During a heart attack or stroke, tissue can be injured when blood flow is blocked (ischemia) and then restored (reperfusion) after a period of time. Tissue damage from ischemia is due to a lack of oxygen and nutrients, while restoring blood flow and oxygen generates cell-damaging free radicals. Humans are capable of preconditioning the heart—a protective process where brief periods of ischemia and reperfusion condition the heart, making it more resistant to longer periods of ischemia. Understanding the biochemical signaling pathways of this process will help develop more effective therapies to protect the heart from injury. Resveratrol, an antioxidant compound found in red wine, was reported to help precondition the heart by activating Cyclic-AMP Response Element Binding, or CREB proteins, which switch genes on and off. The activation of CREB by resveratrol was identified as being dependent on the enzyme protein kinase. In the present study, isolated animal hearts were exposed to Protykin®, a standardized 50% resveratrol extract, in the absence or presence of chemicals that block compounds along the CREB activation pathway. The effect of each chemical on the heart-protecting action of Protykin® was assessed by measuring tissue damage, cell death and ventricular recovery after ischemia and reperfusion.
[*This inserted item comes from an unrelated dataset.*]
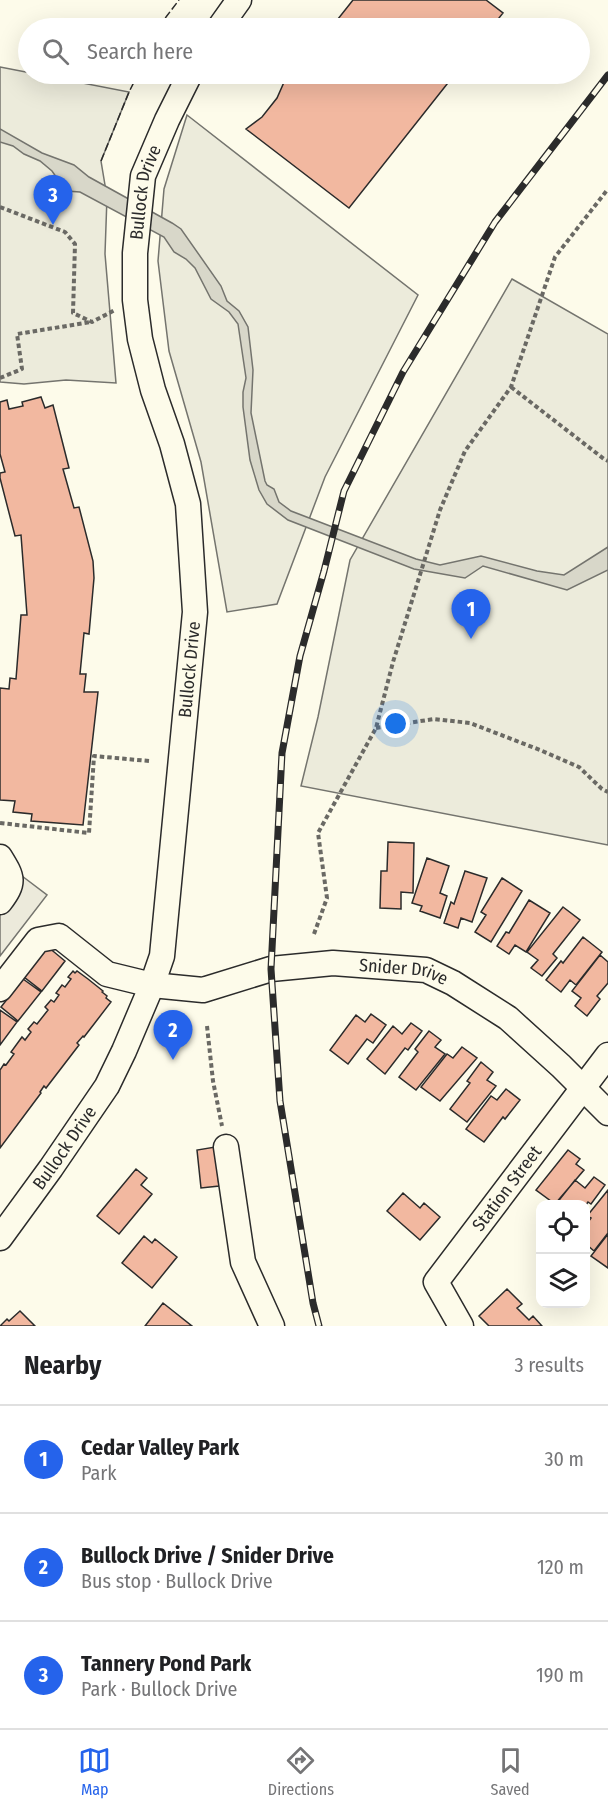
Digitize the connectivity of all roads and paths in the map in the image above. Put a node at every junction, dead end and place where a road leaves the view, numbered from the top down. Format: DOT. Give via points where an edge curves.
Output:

Protykin® can act through adenosine A3 receptor signaling as well as through protein kinase to trigger CREB activation. The results indicate that Protykin® affects several pathways that lead to heart protection.

Source: Das S, Tosaki A, Bagchi D, Maulik N, Das D, Resveratrol Activation of CREB Through Adenosine A3 Receptor by Akt-Dependent and ‑Independent Pathway, Experimental Biology Meeting, San Diego, CA, Volume 19, No. 5:abs 829.8, April 2005.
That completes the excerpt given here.